We present a new protein labeling method based on the covalent enzymatic phosphocholination of a specific octapeptide amino acid sequence in intact proteins. The bacterial enzyme AnkX from Legionella pneumophila has been established to transfer functional phosphocholine moieties from synthetically produced CDP-choline derivatives to N-termini, C-termini, and internal loop regions in proteins of interest. Furthermore, the covalent modification can be hydrolytically removed by the action of the Legionella enzyme Lem3. Only a short peptide sequence (eight amino acids) is required for efficient protein labeling and a small linker group (PEG-phosphocholine) is introduced to attach the conjugated cargo.
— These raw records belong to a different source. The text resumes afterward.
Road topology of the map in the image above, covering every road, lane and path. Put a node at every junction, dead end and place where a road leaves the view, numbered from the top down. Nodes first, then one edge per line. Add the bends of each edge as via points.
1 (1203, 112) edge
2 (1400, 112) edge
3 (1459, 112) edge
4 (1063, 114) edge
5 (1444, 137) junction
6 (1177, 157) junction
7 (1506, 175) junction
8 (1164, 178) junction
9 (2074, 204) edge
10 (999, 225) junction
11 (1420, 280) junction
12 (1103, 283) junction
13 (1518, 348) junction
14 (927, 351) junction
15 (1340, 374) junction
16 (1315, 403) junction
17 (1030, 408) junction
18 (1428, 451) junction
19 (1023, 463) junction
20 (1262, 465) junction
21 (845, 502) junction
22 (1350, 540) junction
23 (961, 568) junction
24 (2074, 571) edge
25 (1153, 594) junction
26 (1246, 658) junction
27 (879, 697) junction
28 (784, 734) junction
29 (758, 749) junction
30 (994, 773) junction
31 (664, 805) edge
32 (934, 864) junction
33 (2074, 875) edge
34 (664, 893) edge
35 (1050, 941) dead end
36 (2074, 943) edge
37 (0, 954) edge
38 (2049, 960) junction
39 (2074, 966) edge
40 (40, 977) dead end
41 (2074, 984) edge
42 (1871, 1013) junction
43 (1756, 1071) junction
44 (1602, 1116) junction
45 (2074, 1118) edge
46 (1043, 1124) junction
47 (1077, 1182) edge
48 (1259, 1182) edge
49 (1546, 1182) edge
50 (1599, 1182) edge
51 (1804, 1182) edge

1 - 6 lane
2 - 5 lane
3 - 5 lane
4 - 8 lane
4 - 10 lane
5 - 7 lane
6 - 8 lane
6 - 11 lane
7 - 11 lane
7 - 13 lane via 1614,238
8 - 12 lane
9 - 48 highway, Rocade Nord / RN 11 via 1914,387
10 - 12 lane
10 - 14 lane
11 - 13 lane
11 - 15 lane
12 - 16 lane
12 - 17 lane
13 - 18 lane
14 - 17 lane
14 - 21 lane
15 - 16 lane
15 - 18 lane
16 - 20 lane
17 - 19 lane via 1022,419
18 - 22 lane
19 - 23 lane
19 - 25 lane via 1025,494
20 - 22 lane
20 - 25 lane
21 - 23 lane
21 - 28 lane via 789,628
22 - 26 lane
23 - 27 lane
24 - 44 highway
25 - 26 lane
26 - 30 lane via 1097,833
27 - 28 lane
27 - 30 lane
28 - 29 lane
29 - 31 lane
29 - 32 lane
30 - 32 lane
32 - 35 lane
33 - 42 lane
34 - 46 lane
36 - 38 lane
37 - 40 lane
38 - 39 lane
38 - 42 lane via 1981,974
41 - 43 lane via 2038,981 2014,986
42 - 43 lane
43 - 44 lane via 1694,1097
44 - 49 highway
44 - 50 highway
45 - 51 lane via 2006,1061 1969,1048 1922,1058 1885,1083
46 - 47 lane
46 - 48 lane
Posttranslational modification (PTM) of proteins is a versatile cellular process to regulate the activities of proteins. The high regioselectivity and catalysis rate of posttranslationally modifying enzymes utilizing high-energy precursors can potentially be exploited to equip proteins or peptide sequences with a label of choice site selectively and efficiently. We and others have recently described and analyzed a new reversible PTM called phosphocholination in which a phosphocholine group is transferred from a cytidine diphosphate choline (CDP-choline) to a serine residue of the small GTPase Rab1 [1–3]. The enzymes AnkX and Lem3 catalyze the modification and the corresponding demodification reactions, respectively. Interestingly, we could demonstrate that the modifying enzyme AnkX only requires a short amino acid sequence for substrate recognition. Therefore, we envision AnkX as a tool for the site directed labeling of target proteins. Here we report on the progress of developing a novel reversible protein labeling strategy based on the enzymes AnkX and Lem3 and on derivatives of CDP-choline. We demonstrate the optimization of AnkX and Lem3 enzyme activities and the identification of optimal and minimal peptide target sequences. Results indicate that indeed arbitrary proteins of interest can be functionalized with phosphocholine derivatives. In summary, this work yields first insights into the development of a CDP-choline based fully reversible protein labeling strategy.